> RECORD EXCERPTS:
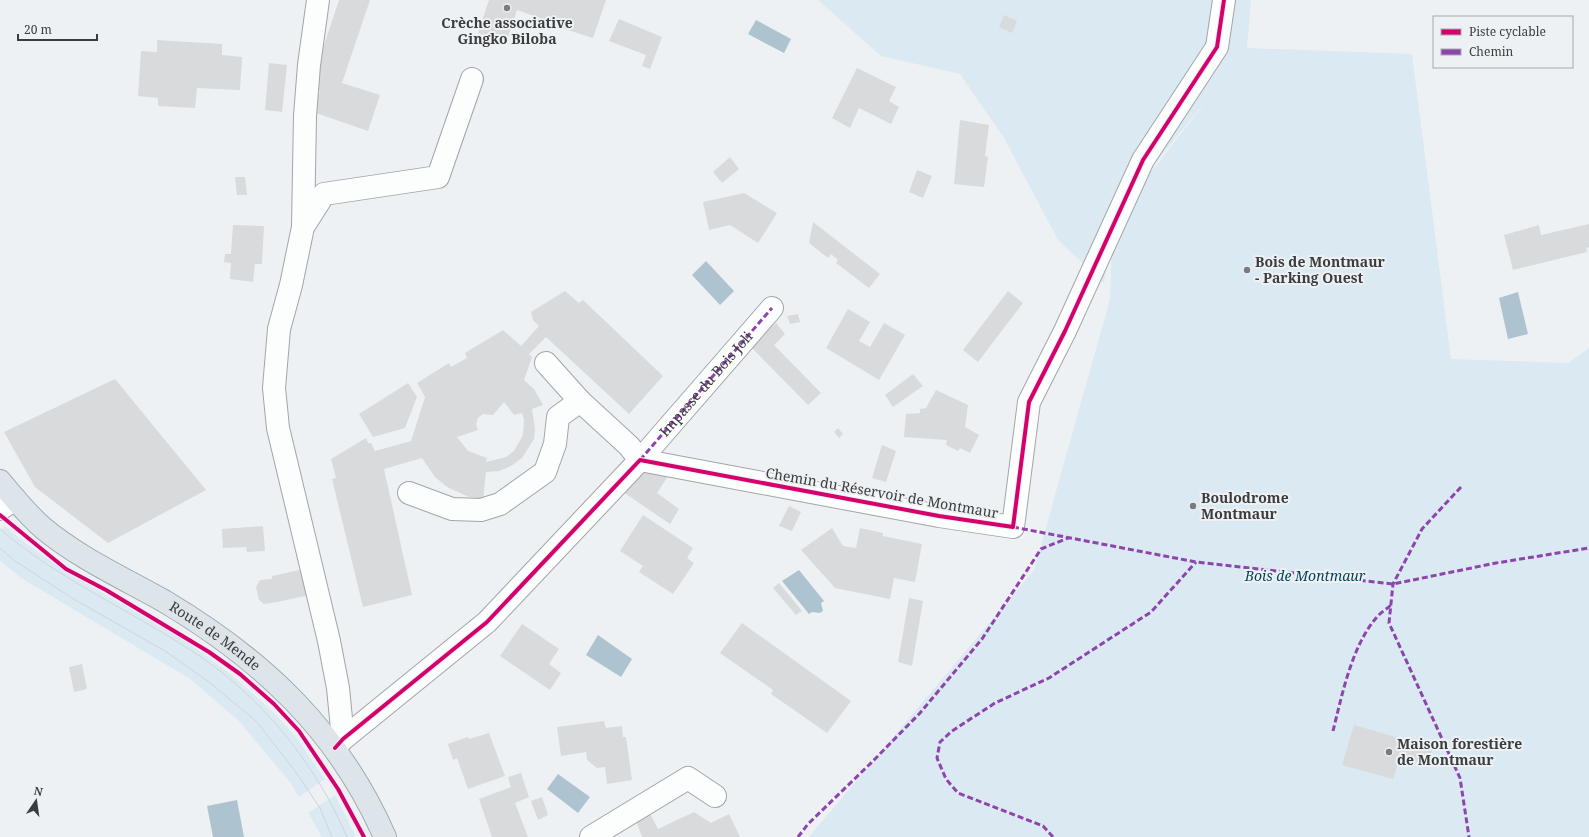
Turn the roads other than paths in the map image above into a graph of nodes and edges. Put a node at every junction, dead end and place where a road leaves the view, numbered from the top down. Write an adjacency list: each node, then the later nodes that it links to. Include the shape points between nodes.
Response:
1 (318, 0): 4 (street, via 305,116)
2 (1224, 0): 8 (street, Chemin du Réservoir de Montmaur, via 1217,47 1143,160 1065,331 1029,402 1013,527 939,516)
3 (472, 79): 4 (street, via 438,177 324,194)
4 (304, 227): 12 (street, via 279,329 274,388 278,428 329,640 338,688)
5 (772, 308): 8 (street, Impasse du Bois Joli)
6 (546, 363): 7 (street)
7 (580, 401): 8 (street, via 629,446); 10 (street, via 558,417 555,444 545,472 500,504 481,510 452,509)
8 (640, 460): 12 (street, via 487,622)
9 (0, 481): 11 (main road, Route de Mende)
10 (408, 493)
11 (7, 504): 12 (main road, Route de Mende, via 87,558 224,639)
12 (339, 744): 14 (main road, Route de Mende)
13 (715, 796): 15 (street, via 688,778)
14 (385, 837)
15 (591, 837)

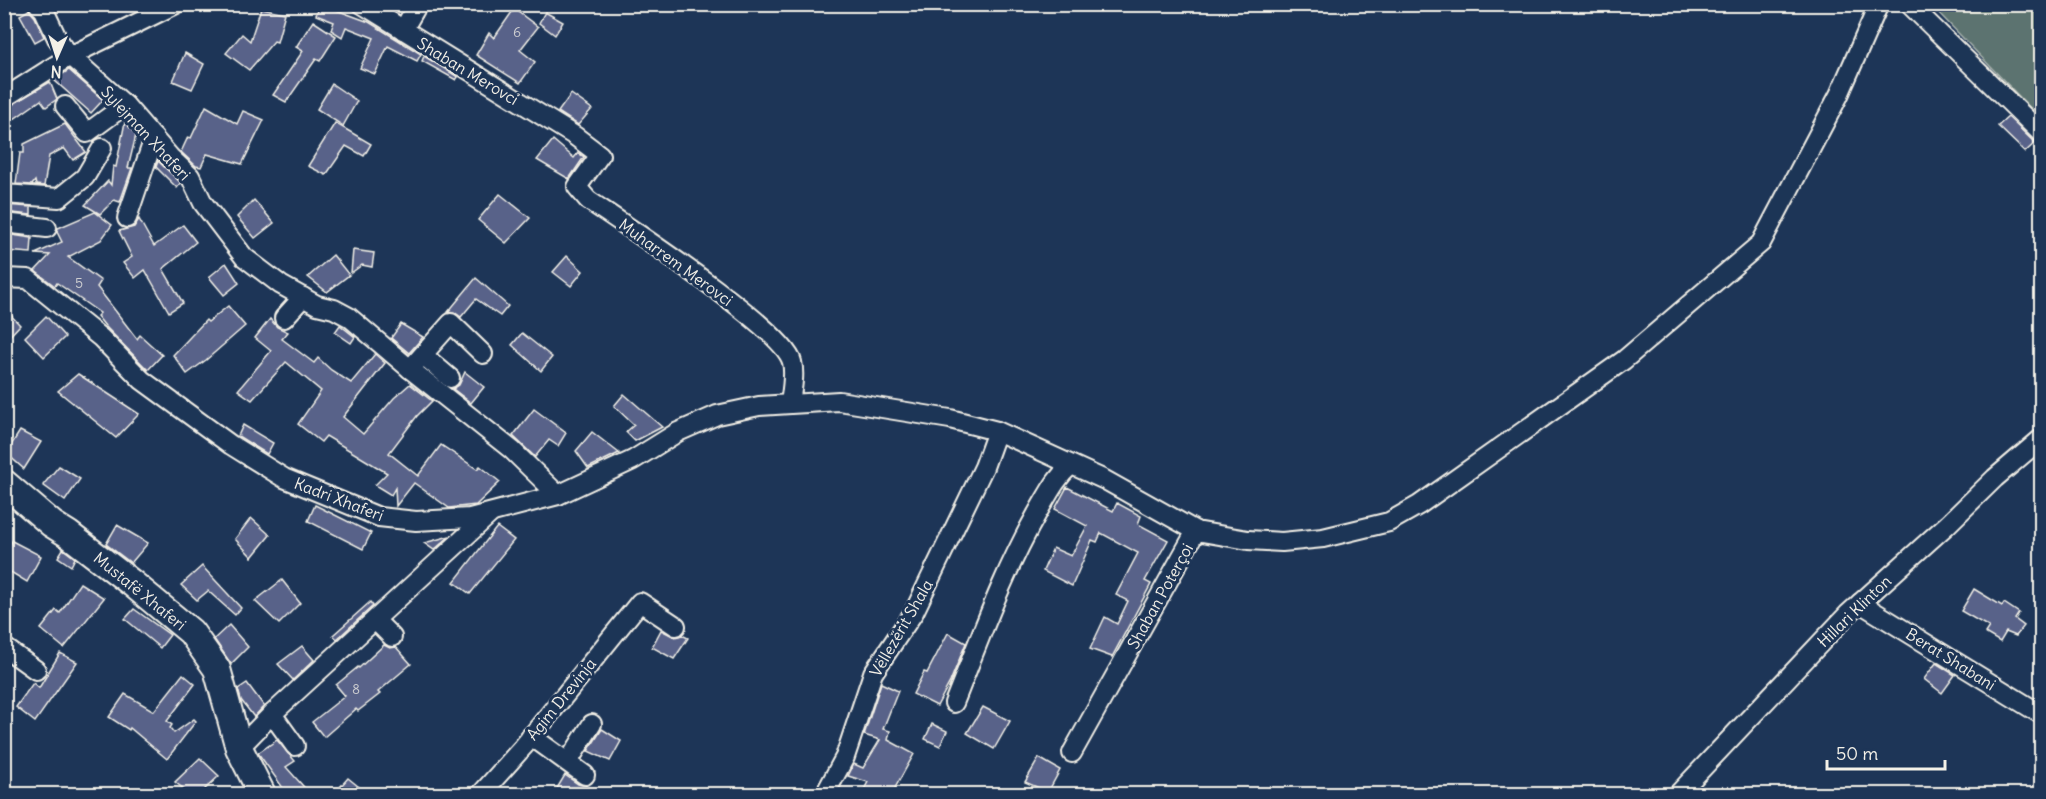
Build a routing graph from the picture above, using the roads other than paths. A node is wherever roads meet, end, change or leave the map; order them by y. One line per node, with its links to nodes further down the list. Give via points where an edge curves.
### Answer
1 (38, 4): 8 (street, Sylejman Xhaferi)
2 (56, 4): 8 (street)
3 (176, 4): 10 (street)
4 (362, 4): 9 (street, Shaban Merovci)
5 (418, 4): 9 (street)
6 (1879, 4): 36 (street, via 1839,95 1761,243 1624,360 1419,505 1389,522 1323,538 1282,542)
7 (1909, 4): 14 (street)
8 (55, 29): 10 (street, Sylejman Xhaferi)
9 (403, 30): 15 (street, Shaban Merovci)
10 (70, 56): 11 (street); 12 (street, Sylejman Xhaferi)
11 (4, 98)
12 (125, 105): 13 (street, via 87,133); 16 (street, Sylejman Xhaferi)
13 (65, 106)
14 (2042, 134)
15 (575, 136): 29 (street, Muharrem Merovci, via 600,155 577,187 588,200 765,328 792,360)
16 (154, 138): 19 (street); 23 (street, Sylejman Xhaferi, via 190,176 203,203 244,257)
17 (102, 148): 18 (street, via 85,177 59,198)
18 (4, 194)
19 (127, 218)
20 (4, 223): 21 (street)
21 (47, 228)
22 (4, 278): 35 (street, Kadri Xhaferi, via 28,279 101,338 142,380 284,478 379,517 416,521 470,518)
23 (303, 297): 24 (street); 27 (street, Sylejman Xhaferi, via 349,317)
24 (284, 318)
25 (483, 354): 26 (street, via 451,323)
26 (423, 355): 27 (street); 28 (street)
27 (410, 369): 34 (street, Sylejman Xhaferi, via 512,450)
28 (450, 378)
29 (790, 403): 30 (street, Shaban Poterçoi, via 839,401 950,419); 34 (street, Kadri Xhaferi, via 717,415)
30 (997, 431): 32 (street, Shaban Poterçoi); 55 (street, Vëllezërit Shala, via 984,467 914,612 873,673 845,757)
31 (2042, 438): 37 (street, Hillari Klinton)
32 (1071, 465): 36 (street, Shaban Poterçoi); 43 (street, via 1059,475 1030,527)
33 (4, 483): 49 (street, Mustafë Xhaferi, via 191,632 217,669)
34 (558, 495): 35 (street, Kadri Xhaferi)
35 (492, 512): 38 (street)
36 (1196, 531): 50 (street, Shaban Poterçoi)
37 (1860, 603): 45 (street, Berat Shabani); 56 (street, Hillari Klinton)
38 (375, 620): 40 (street); 44 (street)
39 (676, 626): 47 (street, Agim Drevinja, via 640,602)
40 (392, 637)
41 (4, 647): 42 (street)
42 (36, 670)
43 (954, 703)
44 (272, 714): 48 (street); 49 (street)
45 (2042, 715)
46 (592, 724): 51 (street)
47 (531, 736): 51 (street); 54 (street, Agim Drevinja)
48 (295, 746)
49 (239, 748): 53 (street, Mustafë Xhaferi)
50 (1072, 753)
51 (568, 762): 52 (street)
52 (585, 775)
53 (262, 795)
54 (481, 795)
55 (825, 795)
56 (1678, 795)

> INSTRUCTIONS FOR THE TASK:
From the records, determine the number of lines holding the word "Drevinja", and state that number only.

> RESPONSE AREA:
2